Music often suffers from the same volume issues that plague TV commercialssome CDs are recorded with particularly low volume, others with a particularly high volume. If you listen to your music on Random (or using a tool such as IMMS [Hack #19]), you end up fiddling with the volume control to account for these differences. Luckily, under Linux there is an excellent tool called normalize that can analyze a series of audio files and adjust them so they are all the same volume.
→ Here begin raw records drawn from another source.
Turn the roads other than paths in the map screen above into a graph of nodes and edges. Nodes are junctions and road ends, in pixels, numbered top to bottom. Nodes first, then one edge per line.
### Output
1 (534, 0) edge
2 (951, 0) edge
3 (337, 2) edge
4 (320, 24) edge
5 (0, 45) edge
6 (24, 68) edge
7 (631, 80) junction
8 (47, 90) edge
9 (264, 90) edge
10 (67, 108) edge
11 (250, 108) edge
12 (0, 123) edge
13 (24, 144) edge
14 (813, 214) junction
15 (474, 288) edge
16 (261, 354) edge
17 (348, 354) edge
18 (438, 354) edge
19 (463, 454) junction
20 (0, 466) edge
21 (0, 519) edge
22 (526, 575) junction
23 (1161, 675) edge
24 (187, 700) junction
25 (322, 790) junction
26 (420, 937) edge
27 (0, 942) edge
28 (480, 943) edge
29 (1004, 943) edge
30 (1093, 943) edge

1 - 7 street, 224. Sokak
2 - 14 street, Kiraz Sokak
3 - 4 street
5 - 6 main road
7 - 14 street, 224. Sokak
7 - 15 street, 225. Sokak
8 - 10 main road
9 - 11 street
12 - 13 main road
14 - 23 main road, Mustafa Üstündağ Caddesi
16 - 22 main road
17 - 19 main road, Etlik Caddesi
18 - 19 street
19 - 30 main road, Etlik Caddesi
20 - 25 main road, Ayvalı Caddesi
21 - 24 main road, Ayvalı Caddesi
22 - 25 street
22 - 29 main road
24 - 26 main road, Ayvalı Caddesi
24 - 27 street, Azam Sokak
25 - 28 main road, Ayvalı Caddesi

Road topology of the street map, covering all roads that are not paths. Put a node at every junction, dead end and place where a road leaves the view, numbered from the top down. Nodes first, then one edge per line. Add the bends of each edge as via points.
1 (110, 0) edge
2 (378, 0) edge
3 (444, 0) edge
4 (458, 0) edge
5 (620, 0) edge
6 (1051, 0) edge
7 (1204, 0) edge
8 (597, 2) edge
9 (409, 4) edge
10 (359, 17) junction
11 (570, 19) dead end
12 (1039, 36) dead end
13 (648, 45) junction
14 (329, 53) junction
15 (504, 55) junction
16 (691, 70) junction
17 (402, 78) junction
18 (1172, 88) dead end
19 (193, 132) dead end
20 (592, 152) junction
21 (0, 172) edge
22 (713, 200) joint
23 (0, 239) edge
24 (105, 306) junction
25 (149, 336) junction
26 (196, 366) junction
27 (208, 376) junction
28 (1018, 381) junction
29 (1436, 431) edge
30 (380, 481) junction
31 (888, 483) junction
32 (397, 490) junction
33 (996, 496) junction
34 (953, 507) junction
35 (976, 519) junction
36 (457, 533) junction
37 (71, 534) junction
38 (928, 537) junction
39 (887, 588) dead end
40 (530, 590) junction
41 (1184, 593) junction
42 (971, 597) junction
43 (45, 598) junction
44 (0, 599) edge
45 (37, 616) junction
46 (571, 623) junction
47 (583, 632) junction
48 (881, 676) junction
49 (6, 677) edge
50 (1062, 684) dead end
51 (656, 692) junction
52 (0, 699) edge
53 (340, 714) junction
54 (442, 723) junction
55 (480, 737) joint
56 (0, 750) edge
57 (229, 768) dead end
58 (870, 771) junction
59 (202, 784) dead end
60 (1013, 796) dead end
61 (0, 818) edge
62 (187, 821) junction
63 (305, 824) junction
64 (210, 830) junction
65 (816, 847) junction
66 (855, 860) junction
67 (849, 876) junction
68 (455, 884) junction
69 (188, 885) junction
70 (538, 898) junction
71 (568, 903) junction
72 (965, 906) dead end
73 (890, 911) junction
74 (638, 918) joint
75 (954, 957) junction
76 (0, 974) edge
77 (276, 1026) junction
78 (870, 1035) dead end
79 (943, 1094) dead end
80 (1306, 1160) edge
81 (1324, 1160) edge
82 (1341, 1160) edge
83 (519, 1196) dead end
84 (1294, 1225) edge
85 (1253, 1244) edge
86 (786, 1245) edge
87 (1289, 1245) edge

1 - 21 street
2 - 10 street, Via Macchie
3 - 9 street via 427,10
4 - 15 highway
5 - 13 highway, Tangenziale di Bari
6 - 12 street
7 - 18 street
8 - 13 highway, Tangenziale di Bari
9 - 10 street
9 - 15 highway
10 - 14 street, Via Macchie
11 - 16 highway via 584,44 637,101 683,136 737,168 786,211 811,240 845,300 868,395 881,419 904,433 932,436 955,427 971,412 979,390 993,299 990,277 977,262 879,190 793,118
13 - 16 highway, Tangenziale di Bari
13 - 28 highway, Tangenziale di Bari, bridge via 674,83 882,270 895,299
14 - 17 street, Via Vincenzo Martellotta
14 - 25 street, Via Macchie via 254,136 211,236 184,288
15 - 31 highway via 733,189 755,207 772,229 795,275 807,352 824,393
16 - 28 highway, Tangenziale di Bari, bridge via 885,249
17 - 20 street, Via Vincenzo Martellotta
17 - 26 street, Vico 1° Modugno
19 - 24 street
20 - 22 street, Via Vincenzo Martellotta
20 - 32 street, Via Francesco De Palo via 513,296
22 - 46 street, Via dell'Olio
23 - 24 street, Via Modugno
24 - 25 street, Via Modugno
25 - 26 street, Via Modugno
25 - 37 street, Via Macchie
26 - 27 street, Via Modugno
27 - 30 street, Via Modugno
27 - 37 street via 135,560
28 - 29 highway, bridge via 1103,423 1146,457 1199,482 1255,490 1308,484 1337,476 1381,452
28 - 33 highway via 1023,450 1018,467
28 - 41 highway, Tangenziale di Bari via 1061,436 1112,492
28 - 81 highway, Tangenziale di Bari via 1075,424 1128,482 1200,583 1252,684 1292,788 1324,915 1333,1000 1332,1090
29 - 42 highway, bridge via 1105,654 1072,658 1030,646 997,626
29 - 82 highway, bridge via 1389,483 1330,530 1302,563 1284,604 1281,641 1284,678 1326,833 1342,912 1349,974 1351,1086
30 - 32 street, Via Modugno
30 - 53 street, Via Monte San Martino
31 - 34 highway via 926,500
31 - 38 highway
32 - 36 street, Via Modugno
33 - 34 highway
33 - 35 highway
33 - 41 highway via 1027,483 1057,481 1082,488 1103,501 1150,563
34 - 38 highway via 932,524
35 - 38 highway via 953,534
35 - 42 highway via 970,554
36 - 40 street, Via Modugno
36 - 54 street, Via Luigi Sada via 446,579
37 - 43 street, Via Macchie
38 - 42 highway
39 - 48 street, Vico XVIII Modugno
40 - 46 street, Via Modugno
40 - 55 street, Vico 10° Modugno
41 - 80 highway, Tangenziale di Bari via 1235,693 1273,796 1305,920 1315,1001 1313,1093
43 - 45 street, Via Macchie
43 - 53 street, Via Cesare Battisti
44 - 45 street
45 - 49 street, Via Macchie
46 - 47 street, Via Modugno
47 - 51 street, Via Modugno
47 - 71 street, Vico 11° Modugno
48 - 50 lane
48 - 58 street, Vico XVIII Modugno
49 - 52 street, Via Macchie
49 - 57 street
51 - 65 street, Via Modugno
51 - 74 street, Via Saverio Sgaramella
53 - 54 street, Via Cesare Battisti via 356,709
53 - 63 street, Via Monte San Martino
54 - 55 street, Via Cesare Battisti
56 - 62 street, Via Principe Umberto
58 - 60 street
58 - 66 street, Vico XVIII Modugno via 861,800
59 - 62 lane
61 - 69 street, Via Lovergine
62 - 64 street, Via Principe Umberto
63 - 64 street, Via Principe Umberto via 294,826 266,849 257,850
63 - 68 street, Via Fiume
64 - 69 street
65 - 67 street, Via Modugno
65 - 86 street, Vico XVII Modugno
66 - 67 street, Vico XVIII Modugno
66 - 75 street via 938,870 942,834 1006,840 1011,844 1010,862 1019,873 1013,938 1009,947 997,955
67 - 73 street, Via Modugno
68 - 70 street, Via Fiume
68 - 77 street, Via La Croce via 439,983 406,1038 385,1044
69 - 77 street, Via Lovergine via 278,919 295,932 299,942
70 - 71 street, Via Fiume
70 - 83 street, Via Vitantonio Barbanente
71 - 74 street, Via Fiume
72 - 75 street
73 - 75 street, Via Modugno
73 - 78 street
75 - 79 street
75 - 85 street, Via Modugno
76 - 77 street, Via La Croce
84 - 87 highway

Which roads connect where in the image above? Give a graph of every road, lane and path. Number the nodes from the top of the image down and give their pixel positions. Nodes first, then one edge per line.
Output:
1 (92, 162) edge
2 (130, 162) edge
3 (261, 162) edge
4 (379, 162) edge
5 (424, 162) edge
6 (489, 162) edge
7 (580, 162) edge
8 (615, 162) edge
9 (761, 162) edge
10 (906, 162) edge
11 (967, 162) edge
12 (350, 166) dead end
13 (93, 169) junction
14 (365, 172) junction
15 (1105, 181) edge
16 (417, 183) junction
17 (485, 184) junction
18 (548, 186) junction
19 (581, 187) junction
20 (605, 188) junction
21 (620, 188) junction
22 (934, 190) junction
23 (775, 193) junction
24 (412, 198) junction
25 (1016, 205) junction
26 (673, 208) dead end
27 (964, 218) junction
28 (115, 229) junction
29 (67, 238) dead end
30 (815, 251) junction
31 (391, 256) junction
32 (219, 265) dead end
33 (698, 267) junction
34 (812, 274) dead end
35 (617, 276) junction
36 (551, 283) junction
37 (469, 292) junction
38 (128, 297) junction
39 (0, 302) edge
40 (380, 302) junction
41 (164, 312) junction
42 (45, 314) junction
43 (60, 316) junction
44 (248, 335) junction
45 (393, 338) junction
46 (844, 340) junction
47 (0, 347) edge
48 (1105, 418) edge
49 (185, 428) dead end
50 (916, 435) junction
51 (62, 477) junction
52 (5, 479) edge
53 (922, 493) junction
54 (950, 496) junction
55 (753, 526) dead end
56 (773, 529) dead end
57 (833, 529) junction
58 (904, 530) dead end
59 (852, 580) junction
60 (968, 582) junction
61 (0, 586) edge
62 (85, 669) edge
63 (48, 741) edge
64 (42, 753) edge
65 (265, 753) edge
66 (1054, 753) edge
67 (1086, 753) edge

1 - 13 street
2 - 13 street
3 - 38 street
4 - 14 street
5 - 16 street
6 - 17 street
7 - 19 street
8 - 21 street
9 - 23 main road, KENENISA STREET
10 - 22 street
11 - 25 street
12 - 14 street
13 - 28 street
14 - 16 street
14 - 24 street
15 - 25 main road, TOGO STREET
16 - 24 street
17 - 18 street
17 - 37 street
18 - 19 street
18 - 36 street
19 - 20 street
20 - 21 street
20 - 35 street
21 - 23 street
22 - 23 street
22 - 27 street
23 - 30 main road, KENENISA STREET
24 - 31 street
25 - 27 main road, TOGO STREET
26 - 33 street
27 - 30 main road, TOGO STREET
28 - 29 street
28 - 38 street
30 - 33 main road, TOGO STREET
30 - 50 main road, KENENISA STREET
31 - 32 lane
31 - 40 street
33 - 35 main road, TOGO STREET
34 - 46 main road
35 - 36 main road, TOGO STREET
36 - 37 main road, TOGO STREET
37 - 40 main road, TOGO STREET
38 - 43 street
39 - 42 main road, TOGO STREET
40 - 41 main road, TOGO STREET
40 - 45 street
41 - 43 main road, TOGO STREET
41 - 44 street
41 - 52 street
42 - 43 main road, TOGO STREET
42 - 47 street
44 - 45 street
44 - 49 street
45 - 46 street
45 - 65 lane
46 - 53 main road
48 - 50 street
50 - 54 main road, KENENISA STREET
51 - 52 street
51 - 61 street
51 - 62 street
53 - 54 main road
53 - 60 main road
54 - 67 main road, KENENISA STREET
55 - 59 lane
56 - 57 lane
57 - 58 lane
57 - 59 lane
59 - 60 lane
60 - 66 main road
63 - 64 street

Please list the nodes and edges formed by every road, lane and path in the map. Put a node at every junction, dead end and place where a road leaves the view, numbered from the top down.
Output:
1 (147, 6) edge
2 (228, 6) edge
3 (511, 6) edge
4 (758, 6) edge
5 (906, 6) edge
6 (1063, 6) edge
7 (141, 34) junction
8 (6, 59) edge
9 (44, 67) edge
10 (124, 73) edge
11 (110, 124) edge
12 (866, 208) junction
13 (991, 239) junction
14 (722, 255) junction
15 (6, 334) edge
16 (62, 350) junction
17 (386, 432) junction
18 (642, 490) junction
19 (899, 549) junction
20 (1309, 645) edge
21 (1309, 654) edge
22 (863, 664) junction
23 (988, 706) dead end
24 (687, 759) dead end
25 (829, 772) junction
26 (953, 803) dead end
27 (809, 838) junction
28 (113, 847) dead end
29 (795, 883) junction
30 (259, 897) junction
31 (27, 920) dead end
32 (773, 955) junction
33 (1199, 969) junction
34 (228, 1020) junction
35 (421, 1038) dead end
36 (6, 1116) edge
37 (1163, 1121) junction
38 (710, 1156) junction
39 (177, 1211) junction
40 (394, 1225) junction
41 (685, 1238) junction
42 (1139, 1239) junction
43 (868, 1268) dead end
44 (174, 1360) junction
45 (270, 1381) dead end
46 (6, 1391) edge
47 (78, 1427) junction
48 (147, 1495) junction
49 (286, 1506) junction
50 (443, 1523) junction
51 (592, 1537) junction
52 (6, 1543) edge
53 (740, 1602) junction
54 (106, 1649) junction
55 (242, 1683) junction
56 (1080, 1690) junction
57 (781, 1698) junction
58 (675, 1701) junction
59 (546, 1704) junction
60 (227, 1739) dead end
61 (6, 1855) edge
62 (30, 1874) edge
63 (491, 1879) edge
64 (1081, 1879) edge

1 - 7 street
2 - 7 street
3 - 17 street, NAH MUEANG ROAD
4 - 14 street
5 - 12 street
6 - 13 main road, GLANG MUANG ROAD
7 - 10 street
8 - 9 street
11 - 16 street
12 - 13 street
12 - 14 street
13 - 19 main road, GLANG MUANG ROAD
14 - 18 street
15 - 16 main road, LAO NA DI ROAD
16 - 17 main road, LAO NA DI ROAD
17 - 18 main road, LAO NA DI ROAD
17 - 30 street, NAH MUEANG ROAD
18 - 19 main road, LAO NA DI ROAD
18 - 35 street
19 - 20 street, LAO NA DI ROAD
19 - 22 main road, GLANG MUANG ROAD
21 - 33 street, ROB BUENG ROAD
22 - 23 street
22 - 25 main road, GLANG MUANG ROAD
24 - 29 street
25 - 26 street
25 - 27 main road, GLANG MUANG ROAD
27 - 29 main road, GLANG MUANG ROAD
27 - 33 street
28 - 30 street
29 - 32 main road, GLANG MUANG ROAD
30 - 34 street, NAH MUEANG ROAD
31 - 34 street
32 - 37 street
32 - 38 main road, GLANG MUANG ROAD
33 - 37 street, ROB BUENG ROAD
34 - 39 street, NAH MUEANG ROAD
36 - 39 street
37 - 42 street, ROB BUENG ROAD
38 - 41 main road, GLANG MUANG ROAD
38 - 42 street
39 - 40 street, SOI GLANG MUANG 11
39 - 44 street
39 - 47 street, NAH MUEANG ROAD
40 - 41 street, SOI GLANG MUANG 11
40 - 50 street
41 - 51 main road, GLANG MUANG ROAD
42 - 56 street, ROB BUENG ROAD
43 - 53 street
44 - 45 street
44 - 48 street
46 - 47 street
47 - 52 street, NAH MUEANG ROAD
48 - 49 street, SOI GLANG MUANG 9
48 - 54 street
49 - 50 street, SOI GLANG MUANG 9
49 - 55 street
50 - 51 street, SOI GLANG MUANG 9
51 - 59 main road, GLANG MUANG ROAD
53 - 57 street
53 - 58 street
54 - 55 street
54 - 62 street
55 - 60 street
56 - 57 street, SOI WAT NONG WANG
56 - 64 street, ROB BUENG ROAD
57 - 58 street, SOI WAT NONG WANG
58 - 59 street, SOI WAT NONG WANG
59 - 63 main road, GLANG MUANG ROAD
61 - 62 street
normalize has been around for years, and many other multimedia projects use it behind the scenes. As a result, your distribution probably already has it packaged (often called normalize or normalize-audio). If your distribution doesn't have normalize, download it from the official site at http://www1.cs.columbia.edu/~cvaill/normalize and compile and install it according to the provided documentation.

2.25.1. Normal Mode

Once normalize is installed, usage is fairly straightforwardtype normalize followed by a list of WAV files to normalize. The following command normalizes all WAV files in the current directory to the default volume level:

 $ normalize *.wav Computing levels…      file1.wav           100% done, ETA 00:00:00 (batch 100% done, ETA 00:00:00)      Applying adjustment of 20.10dB to file1.wav…      file1.wav           100% done, ETA 00:00:00 (batch 100% done, ETA 00:00:00)      …  

By default, normalize will take any files it is passed and adjust the volume to its default volume setting. In the above example, file1.wav was too quiet so normalize increased the volume by 20.10 decibels. Normalize will output progress information as it processes each file, but you can pass the -q argument to suppress this output.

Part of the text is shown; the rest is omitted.